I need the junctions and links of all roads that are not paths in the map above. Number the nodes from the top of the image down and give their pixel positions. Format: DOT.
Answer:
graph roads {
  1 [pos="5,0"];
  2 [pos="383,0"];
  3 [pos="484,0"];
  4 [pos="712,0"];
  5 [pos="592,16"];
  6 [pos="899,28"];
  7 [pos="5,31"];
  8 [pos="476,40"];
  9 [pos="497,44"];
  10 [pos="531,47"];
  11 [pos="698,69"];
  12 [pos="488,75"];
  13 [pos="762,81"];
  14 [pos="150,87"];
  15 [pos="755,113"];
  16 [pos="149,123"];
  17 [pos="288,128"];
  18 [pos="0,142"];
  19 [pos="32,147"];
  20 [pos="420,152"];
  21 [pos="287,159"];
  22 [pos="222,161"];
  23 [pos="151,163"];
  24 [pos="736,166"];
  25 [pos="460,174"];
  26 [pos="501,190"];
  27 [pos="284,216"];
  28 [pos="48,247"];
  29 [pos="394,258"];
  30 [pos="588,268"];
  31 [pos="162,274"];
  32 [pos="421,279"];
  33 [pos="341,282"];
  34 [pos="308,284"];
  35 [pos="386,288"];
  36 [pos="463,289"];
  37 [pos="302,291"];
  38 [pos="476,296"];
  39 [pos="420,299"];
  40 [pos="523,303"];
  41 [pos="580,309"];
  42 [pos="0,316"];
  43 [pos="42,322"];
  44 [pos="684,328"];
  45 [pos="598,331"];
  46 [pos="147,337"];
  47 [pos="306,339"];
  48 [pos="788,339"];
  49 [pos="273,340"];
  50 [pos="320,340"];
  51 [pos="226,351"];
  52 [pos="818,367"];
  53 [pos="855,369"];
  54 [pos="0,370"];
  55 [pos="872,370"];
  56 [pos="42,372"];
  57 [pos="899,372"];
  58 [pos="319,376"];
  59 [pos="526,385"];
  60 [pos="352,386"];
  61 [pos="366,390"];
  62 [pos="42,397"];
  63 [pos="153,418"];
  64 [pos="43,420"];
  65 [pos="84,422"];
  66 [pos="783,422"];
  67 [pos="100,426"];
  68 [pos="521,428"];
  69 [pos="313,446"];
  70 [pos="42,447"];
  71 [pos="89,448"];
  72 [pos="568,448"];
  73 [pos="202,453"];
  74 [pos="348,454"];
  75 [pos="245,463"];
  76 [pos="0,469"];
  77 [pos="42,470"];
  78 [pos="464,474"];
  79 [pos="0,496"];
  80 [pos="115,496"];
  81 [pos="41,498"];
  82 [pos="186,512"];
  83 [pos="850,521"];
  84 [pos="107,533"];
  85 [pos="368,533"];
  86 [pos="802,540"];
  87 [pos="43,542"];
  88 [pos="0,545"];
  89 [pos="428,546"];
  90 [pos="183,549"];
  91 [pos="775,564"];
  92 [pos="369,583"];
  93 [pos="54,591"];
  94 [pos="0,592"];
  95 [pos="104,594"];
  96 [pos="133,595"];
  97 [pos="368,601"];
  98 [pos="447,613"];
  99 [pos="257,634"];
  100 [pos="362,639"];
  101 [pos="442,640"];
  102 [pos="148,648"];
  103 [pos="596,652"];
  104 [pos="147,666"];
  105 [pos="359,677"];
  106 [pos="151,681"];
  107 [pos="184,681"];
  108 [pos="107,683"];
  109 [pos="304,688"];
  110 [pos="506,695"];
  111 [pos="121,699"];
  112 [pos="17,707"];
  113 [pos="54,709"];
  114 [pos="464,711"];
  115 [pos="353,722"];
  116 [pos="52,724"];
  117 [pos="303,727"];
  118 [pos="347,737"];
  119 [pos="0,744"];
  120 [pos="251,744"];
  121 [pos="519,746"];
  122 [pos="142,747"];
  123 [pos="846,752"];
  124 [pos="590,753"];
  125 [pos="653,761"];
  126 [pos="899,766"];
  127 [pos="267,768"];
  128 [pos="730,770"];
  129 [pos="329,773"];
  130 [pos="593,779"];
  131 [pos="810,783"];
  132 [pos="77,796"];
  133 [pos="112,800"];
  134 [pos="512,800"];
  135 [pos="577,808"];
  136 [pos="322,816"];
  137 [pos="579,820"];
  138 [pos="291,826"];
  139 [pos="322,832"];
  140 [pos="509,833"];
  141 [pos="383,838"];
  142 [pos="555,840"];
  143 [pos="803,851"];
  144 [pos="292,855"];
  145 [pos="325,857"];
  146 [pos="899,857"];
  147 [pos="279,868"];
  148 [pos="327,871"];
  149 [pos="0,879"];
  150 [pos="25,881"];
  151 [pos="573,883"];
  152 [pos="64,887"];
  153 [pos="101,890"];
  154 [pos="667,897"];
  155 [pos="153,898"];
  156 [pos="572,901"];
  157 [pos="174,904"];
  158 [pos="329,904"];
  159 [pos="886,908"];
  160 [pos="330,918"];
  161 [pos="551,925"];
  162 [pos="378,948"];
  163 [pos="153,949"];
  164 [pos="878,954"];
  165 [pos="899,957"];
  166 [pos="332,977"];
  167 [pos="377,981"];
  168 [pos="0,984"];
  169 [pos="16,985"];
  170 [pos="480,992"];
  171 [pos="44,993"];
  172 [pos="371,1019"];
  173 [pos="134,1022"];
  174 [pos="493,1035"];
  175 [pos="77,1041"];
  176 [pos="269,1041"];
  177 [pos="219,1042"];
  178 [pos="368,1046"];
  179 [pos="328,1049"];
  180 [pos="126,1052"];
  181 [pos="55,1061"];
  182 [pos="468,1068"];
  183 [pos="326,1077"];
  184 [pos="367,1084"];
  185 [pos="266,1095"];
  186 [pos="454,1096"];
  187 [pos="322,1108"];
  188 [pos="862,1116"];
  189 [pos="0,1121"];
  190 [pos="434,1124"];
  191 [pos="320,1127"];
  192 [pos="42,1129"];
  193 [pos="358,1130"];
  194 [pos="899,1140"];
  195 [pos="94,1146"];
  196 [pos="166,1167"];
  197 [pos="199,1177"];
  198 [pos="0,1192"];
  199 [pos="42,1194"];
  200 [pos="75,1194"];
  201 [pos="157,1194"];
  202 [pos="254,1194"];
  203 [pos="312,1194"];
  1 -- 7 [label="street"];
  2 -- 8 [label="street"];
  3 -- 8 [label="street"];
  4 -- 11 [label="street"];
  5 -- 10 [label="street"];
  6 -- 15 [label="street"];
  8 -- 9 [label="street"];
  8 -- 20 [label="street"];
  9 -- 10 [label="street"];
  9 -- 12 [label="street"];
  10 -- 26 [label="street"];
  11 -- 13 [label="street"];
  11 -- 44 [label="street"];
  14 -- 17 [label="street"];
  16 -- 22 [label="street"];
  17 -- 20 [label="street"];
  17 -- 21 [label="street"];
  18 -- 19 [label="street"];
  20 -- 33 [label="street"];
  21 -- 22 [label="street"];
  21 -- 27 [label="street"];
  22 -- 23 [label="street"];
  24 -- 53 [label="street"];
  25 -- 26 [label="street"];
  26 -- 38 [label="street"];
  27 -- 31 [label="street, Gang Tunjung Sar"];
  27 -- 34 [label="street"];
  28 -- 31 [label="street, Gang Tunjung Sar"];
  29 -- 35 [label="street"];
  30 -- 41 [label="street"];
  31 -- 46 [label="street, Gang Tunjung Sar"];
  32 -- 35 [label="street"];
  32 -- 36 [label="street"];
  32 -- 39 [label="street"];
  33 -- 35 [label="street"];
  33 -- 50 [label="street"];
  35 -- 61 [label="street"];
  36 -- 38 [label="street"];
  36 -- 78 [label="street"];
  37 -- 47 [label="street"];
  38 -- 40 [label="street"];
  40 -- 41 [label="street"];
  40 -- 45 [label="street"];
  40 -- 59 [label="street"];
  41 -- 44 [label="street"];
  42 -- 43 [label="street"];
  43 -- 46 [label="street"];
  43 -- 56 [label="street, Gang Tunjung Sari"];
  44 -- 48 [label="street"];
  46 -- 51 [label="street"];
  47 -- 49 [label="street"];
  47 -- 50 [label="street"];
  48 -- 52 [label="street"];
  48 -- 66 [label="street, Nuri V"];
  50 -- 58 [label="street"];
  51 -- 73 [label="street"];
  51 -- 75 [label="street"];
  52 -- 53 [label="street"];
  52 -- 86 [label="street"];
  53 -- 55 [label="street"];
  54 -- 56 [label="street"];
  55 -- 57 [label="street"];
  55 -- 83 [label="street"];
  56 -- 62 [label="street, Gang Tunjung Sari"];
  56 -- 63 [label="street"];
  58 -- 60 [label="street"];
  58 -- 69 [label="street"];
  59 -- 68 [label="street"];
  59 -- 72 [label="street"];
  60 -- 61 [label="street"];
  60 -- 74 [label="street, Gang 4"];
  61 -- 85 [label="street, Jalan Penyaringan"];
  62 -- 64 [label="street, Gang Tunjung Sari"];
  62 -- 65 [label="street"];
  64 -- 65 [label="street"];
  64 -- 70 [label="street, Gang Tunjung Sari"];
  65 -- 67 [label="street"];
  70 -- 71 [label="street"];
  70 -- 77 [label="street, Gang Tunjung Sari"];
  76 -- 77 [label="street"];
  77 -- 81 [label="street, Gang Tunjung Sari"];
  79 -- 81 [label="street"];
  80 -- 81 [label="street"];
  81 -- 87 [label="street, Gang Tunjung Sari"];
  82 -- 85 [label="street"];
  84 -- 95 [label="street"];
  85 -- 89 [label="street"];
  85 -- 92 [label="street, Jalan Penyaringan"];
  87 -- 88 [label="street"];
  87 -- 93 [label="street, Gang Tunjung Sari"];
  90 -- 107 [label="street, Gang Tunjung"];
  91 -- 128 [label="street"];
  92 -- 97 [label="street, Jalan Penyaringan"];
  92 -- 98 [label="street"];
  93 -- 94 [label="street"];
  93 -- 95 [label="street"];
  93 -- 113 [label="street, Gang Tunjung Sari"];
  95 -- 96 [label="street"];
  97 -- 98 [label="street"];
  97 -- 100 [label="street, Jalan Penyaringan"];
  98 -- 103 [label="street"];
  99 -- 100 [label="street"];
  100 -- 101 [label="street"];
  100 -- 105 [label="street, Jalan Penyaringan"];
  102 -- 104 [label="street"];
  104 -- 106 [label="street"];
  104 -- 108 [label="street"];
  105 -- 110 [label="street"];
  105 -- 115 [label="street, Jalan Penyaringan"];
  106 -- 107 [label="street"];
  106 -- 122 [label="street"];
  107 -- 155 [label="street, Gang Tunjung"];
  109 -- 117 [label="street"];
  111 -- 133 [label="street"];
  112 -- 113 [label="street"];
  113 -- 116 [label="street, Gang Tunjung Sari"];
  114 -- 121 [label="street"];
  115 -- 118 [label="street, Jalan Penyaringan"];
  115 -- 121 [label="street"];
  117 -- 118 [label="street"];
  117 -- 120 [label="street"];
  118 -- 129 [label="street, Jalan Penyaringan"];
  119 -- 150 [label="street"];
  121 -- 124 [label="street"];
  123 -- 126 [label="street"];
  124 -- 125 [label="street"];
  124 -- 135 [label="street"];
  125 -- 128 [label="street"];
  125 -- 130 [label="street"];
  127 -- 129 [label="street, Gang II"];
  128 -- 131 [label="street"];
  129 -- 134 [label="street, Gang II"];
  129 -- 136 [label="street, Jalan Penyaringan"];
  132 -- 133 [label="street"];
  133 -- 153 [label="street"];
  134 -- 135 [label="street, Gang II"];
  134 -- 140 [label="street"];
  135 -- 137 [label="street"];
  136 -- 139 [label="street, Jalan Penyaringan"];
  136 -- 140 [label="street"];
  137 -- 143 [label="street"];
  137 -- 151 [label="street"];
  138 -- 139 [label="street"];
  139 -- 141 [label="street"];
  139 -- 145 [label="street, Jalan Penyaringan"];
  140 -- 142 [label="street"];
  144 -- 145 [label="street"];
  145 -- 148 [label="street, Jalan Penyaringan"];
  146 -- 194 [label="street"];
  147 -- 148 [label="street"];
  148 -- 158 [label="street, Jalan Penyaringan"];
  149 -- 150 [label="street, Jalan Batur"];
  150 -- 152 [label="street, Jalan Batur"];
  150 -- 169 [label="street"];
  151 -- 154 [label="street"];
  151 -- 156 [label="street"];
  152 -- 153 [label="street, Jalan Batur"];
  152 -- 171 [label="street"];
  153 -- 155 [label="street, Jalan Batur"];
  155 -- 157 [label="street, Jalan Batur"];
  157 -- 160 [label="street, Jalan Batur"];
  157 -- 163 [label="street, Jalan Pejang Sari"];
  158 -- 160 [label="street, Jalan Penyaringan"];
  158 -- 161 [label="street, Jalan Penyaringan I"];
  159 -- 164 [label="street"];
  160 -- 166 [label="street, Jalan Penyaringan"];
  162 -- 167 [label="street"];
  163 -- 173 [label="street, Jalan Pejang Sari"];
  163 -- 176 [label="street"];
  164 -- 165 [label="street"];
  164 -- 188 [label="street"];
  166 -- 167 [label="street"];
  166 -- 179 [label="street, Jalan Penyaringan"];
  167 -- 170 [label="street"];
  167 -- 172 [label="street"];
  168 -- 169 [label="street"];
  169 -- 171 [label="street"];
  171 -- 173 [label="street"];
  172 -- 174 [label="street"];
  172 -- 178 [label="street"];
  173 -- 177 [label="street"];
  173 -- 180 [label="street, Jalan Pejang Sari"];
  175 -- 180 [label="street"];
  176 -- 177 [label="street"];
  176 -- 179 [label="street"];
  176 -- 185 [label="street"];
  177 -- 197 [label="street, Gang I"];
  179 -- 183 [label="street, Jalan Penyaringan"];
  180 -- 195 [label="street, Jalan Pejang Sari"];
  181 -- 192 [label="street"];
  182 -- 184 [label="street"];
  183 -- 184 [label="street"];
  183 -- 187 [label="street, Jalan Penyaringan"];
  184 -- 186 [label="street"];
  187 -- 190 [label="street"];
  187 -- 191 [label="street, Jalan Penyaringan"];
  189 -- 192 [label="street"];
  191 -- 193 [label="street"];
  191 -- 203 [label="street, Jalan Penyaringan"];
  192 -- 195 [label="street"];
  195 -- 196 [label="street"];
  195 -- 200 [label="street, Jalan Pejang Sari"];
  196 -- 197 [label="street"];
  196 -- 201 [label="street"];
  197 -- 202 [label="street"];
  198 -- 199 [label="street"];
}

• • •

» Prompt:
In the entries above, find each line with the word "Batur" and copy it.

» Final answer:
  149 -- 150 [label="street, Jalan Batur"];
  150 -- 152 [label="street, Jalan Batur"];
  152 -- 153 [label="street, Jalan Batur"];
  153 -- 155 [label="street, Jalan Batur"];
  155 -- 157 [label="street, Jalan Batur"];
  157 -- 160 [label="street, Jalan Batur"];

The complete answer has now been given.